Semaine de la Solidarité Internationale
À Marseille, Le Tamis organise, dans le cadre de la Semaine de la Solidarité Internationale, des ateliers portant sur l’identité. En lien avec les Chevauchées du Tamis, ces ateliers invitent à explorer collectivement les imaginaires sociaux et à analyser les formes d’interactions entre les savoirs et l’imaginaire mobilisé. Les mercredi 16 et jeudi 17 novembre 2016, deux intervenantes artistes et anthropologues, Annalisa Lollo et Laura Spica, mènent auprès d’un groupe de jeunes résident.e.s du foyer de jeunes travailleurs AAJT son atelier Muse-Me. Conçu comme un atelier de création artistique, il invite les participants à réaliser des portraits croisés, grâce à des collages faits à partir de matériaux divers. La superposition des images et motifs évoque la construction de l’identité à travers le temps et l’espace. Le groupe de participants se compose essentiellement de Mineurs Isolés Étrangers (désormais Mineurs Non Accompagnés).

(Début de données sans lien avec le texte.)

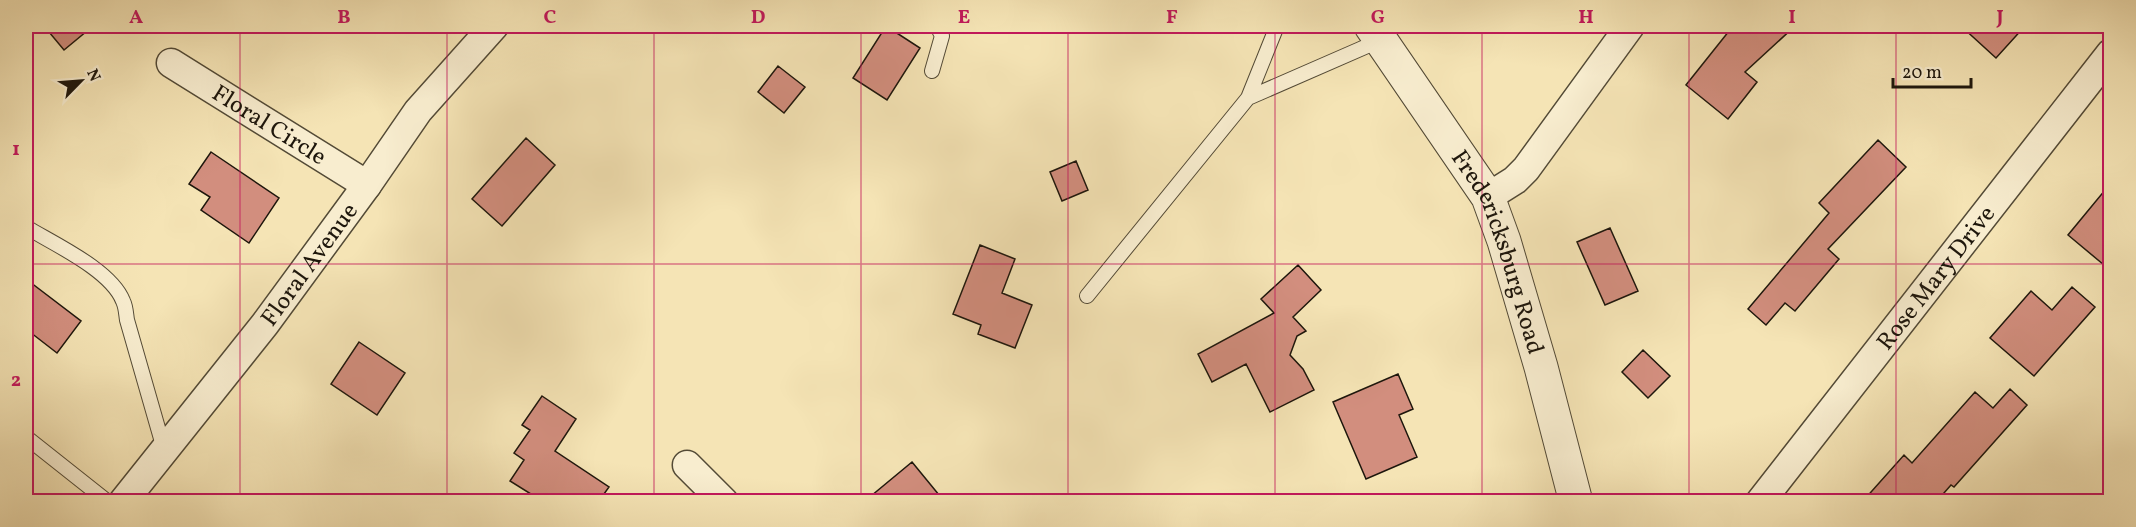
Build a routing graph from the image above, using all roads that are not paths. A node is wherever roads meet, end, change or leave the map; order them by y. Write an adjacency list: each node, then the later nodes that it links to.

Ce même mercredi, sur la place Caffo (13003), Le Tamis propose de réaliser une performance appelé Le Porteur de Parole. Cette activité qui a lieu sur une place publique invite les passants à répondre à une question, affichée par écrit de manière visible. Il s’agira par-là d’interroger les perceptions, représentations et imaginaires des passants, sur les notions d’identité, d’altérité, d’appartenance et de mobilité, de recueillir leurs témoignages et de les mettre en exergue. Il sera mené par les anthropologues Julia Henin et Alessandra Stefani.